Ningún hombre es una Isla,
Entero en sí mismo; todo hombre
Es un pedazo del Continente,
Una parte de Tierra Firme; si
El Mar se llevara un Terrón,
Europa perdería un Promontorio
Como si se llevaran la Casa
De sus amigos o la tuya propia.
La Muerte de cualquier hombre me disminuye
Porque soy parte de la Humanidad; y
Por eso nunca procures saber
Por quién doblan las campanas:
Doblan por ti.John Donne (1573-1631)
Mi generación nació en los albores de la Segunda Guerra Mundial. Somos hijos de muchas hogueras y de terribles holocaustos. No obstante, aprendimos muy temprano, por boca memoriosa de los ancestros de la Galicia remota, que el espacio sagrado en donde se guarda el fuego se llama hogar, o lareira... Cuando había que conservarlo, como el mayor de los tesoros surgido de las tinieblas, las benefactoras brasas se cautelaban durante todo el año. El último día de aquel ciclo, a medianoche, se las dejaba extinguir y las cenizas eran arrojadas sobre el campo, en señal unívoca de muerte y resurrección. Y se volvía a encender la nueva lumbre, con la promesa de doce meses venturosos. Si, por alguna razón, se apagaba antes de tiempo, la desgracia caía sobre la casa-hogar, en la forma mustia de la ceniza, metáfora ancestral de la desdicha humana que conlleva toda aniquilación.

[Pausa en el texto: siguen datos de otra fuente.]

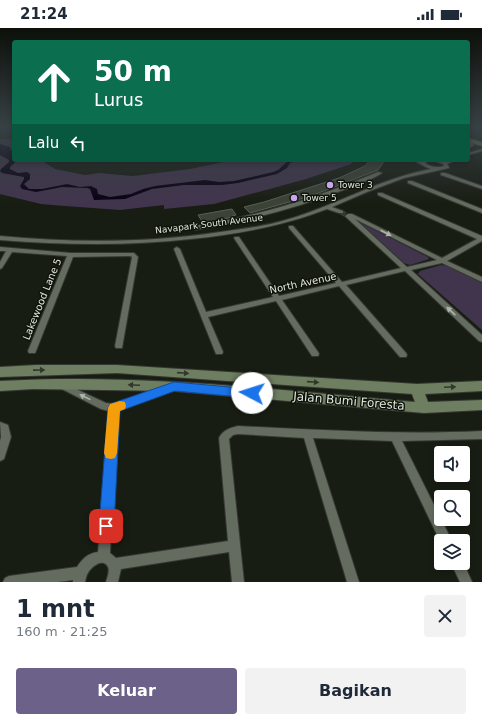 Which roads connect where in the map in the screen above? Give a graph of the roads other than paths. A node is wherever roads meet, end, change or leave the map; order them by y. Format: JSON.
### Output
{"nodes":[{"id":1,"x":419,"y":162,"type":"edge"},
{"id":2,"x":440,"y":162,"type":"edge"},
{"id":3,"x":450,"y":162,"type":"edge"},
{"id":4,"x":423,"y":164,"type":"junction"},
{"id":5,"x":445,"y":164,"type":"junction"},
{"id":6,"x":440,"y":169,"type":"junction"},
{"id":7,"x":380,"y":173,"type":"dead end"},
{"id":8,"x":411,"y":173,"type":"junction"},
{"id":9,"x":443,"y":174,"type":"dead end"},
{"id":10,"x":410,"y":182,"type":"dead end"},
{"id":11,"x":353,"y":184,"type":"junction"},
{"id":12,"x":482,"y":188,"type":"edge"},
{"id":13,"x":368,"y":191,"type":"junction"},
{"id":14,"x":380,"y":194,"type":"dead end"},
{"id":15,"x":337,"y":203,"type":"junction"},
{"id":16,"x":291,"y":207,"type":"junction"},
{"id":17,"x":328,"y":207,"type":"junction"},
{"id":18,"x":482,"y":211,"type":"edge"},
{"id":19,"x":346,"y":213,"type":"junction"},
{"id":20,"x":304,"y":216,"type":"junction"},
{"id":21,"x":291,"y":227,"type":"dead end"},
{"id":22,"x":195,"y":228,"type":"dead end"},
{"id":23,"x":0,"y":238,"type":"edge"},
{"id":24,"x":237,"y":238,"type":"dead end"},
{"id":25,"x":482,"y":238,"type":"edge"},
{"id":26,"x":0,"y":249,"type":"edge"},
{"id":27,"x":177,"y":249,"type":"dead end"},
{"id":28,"x":10,"y":250,"type":"junction"},
{"id":29,"x":71,"y":255,"type":"junction"},
{"id":30,"x":442,"y":261,"type":"junction"},
{"id":31,"x":0,"y":267,"type":"edge"},
{"id":32,"x":407,"y":270,"type":"junction"},
{"id":33,"x":482,"y":280,"type":"edge"},
{"id":34,"x":341,"y":285,"type":"junction"},
{"id":35,"x":278,"y":298,"type":"junction"},
{"id":36,"x":205,"y":315,"type":"junction"},
{"id":37,"x":482,"y":339,"type":"edge"},
{"id":38,"x":119,"y":346,"type":"dead end"},
{"id":39,"x":32,"y":351,"type":"dead end"},
{"id":40,"x":219,"y":352,"type":"dead end"},
{"id":41,"x":315,"y":354,"type":"dead end"},
{"id":42,"x":403,"y":355,"type":"dead end"},
{"id":43,"x":0,"y":372,"type":"edge"},
{"id":44,"x":59,"y":384,"type":"junction"},
{"id":45,"x":0,"y":386,"type":"edge"},
{"id":46,"x":174,"y":386,"type":"junction"},
{"id":47,"x":482,"y":386,"type":"edge"},
{"id":48,"x":417,"y":389,"type":"junction"},
{"id":49,"x":482,"y":404,"type":"edge"},
{"id":50,"x":114,"y":408,"type":"junction"},
{"id":51,"x":424,"y":408,"type":"junction"},
{"id":52,"x":0,"y":426,"type":"edge"},
{"id":53,"x":307,"y":434,"type":"junction"},
{"id":54,"x":480,"y":437,"type":"edge"},
{"id":55,"x":395,"y":438,"type":"junction"},
{"id":56,"x":0,"y":456,"type":"edge"},
{"id":57,"x":443,"y":534,"type":"edge"},
{"id":58,"x":233,"y":546,"type":"junction"},
{"id":59,"x":109,"y":560,"type":"junction"},
{"id":60,"x":460,"y":570,"type":"edge"},
{"id":61,"x":79,"y":577,"type":"edge"},
{"id":62,"x":9,"y":582,"type":"edge"},
{"id":63,"x":112,"y":582,"type":"edge"},
{"id":64,"x":238,"y":582,"type":"edge"},
{"id":65,"x":353,"y":582,"type":"edge"},
{"id":66,"x":466,"y":582,"type":"edge"}],
"edges":[{"from":1,"to":4,"type":"street"},
{"from":2,"to":5,"type":"street"},
{"from":3,"to":5,"type":"street"},
{"from":4,"to":6,"type":"street"},
{"from":4,"to":8,"type":"street","name":"Navapark South Avenue"},
{"from":5,"to":6,"type":"street"},
{"from":6,"to":8,"type":"street","name":"Navapark South Avenue"},
{"from":7,"to":11,"type":"street"},
{"from":8,"to":13,"type":"street","name":"Navapark South Avenue"},
{"from":9,"to":12,"type":"street"},
{"from":10,"to":18,"type":"street"},
{"from":11,"to":13,"type":"street"},
{"from":11,"to":16,"type":"street"},
{"from":13,"to":15,"type":"street","name":"Navapark South Avenue"},
{"from":14,"to":25,"type":"street"},
{"from":15,"to":17,"type":"street","name":"Navapark South Avenue"},
{"from":15,"to":19,"type":"street"},
{"from":16,"to":20,"type":"street"},
{"from":16,"to":22,"type":"street"},
{"from":17,"to":19,"type":"street"},
{"from":17,"to":20,"type":"street","name":"Navapark South Avenue"},
{"from":19,"to":30,"type":"street","one_way":true},
{"from":19,"to":32,"type":"street"},
{"from":20,"to":23,"type":"street","name":"Navapark South Avenue"},
{"from":21,"to":34,"type":"street"},
{"from":24,"to":35,"type":"street"},
{"from":25,"to":30,"type":"street","name":"North Avenue"},
{"from":26,"to":28,"type":"street"},
{"from":27,"to":36,"type":"street"},
{"from":28,"to":29,"type":"street"},
{"from":28,"to":31,"type":"street"},
{"from":29,"to":38,"type":"street"},
{"from":29,"to":39,"type":"street","name":"Lakewood Lane 5"},
{"from":30,"to":32,"type":"street","name":"North Avenue"},
{"from":30,"to":33,"type":"street"},
{"from":32,"to":34,"type":"street","name":"North Avenue"},
{"from":37,"to":32,"type":"street","one_way":true},
{"from":34,"to":35,"type":"street","name":"North Avenue"},
{"from":34,"to":42,"type":"street"},
{"from":35,"to":36,"type":"street","name":"North Avenue"},
{"from":35,"to":41,"type":"street"},
{"from":36,"to":40,"type":"street"},
{"from":43,"to":48,"type":"main road","name":"Jalan Bumi Foresta","one_way":true},
{"from":44,"to":45,"type":"main road","name":"Jalan Bumi Foresta"},
{"from":46,"to":44,"type":"main road","name":"Jalan Bumi Foresta","one_way":true},
{"from":50,"to":44,"type":"street","one_way":true},
{"from":46,"to":50,"type":"street"},
{"from":46,"to":51,"type":"main road","name":"Jalan Bumi Foresta"},
{"from":48,"to":47,"type":"main road","name":"Jalan Bumi Foresta","one_way":true},
{"from":48,"to":51,"type":"main road"},
{"from":49,"to":51,"type":"main road","name":"Jalan Bumi Foresta"},
{"from":50,"to":59,"type":"street"},
{"from":52,"to":56,"type":"street"},
{"from":53,"to":55,"type":"street"},
{"from":53,"to":58,"type":"street"},
{"from":53,"to":65,"type":"street"},
{"from":54,"to":55,"type":"street"},
{"from":55,"to":57,"type":"street"},
{"from":58,"to":59,"type":"street"},
{"from":58,"to":64,"type":"street"},
{"from":59,"to":61,"type":"street"},
{"from":59,"to":63,"type":"street"},
{"from":60,"to":66,"type":"street"},
{"from":61,"to":62,"type":"street"}]} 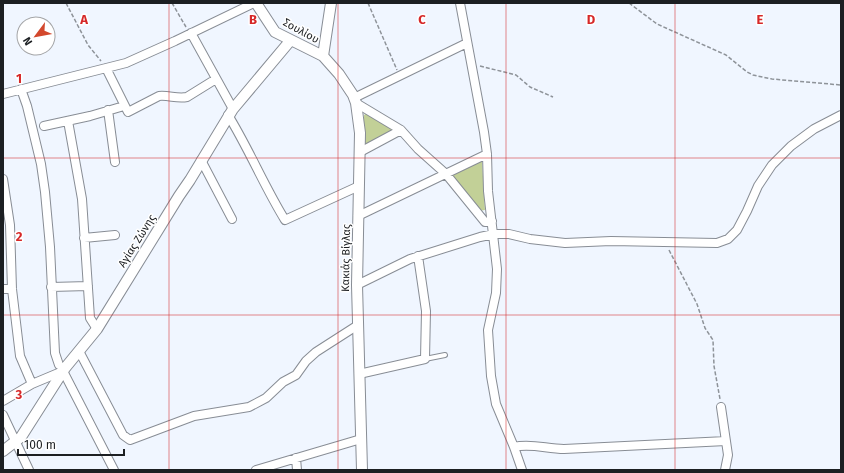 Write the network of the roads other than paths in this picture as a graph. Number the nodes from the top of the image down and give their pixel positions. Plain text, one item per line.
1 (255, 3) edge
2 (331, 3) edge
3 (460, 3) edge
4 (191, 33) junction
5 (290, 40) junction
6 (467, 43) junction
7 (323, 56) junction
8 (106, 68) junction
9 (216, 79) junction
10 (21, 89) junction
11 (3, 94) edge
12 (355, 100) junction
13 (124, 106) junction
14 (108, 110) junction
15 (230, 112) junction
16 (841, 115) edge
17 (68, 121) junction
18 (44, 126) dead end
19 (401, 130) junction
20 (360, 152) junction
21 (487, 154) junction
22 (201, 160) junction
23 (115, 162) dead end
24 (446, 174) junction
25 (3, 179) edge
26 (359, 186) junction
27 (358, 216) junction
28 (232, 219) dead end
29 (488, 221) junction
30 (490, 234) junction
31 (116, 235) dead end
32 (84, 238) junction
33 (418, 256) junction
34 (88, 286) junction
35 (357, 286) junction
36 (51, 287) junction
37 (3, 289) edge
38 (12, 289) junction
39 (358, 325) junction
40 (97, 329) junction
41 (79, 351) junction
42 (445, 355) dead end
43 (425, 358) junction
44 (64, 370) junction
45 (359, 374) junction
46 (32, 384) junction
47 (3, 400) edge
48 (721, 407) road end
49 (3, 415) edge
50 (361, 440) junction
51 (15, 442) junction
52 (726, 442) junction
53 (514, 447) junction
54 (3, 451) edge
55 (296, 458) junction
56 (28, 470) edge
57 (114, 470) edge
58 (256, 470) edge
59 (297, 470) edge
60 (362, 470) edge
61 (522, 470) edge
62 (725, 470) edge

Pero el fuego ardía también en nosotros. Temprano escuchamos al poeta Kazantzakis diciéndonos: «No es el hombre lo que me maravilla, sino el fuego que devora al hombre». Queríamos aprehender esas llamas y atesorarlas en el arca del corazón. Las brisas que las avivaban eran las ideas. Había que cambiar el mundo con ellas y éramos los elegidos para esa tarea por convicción íntima, nacida de la voluntad de entregarnos a la incipiente lucha revolucionaria. Desde un modesto barrio, al sur de Santiago de Chile, comuna de La Cisterna, en las calles de una república joven que entendíamos como «ejemplar democracia», según se nos enseñaba en la clase de Historia y Educación Cívica, íbamos a derribar los odiosos poderes de la plutocracia. Era posible. Bastaba con que nos uniéramos, conjurados bajo la luz de generosos ideales, hermanos en la común batalla liberadora.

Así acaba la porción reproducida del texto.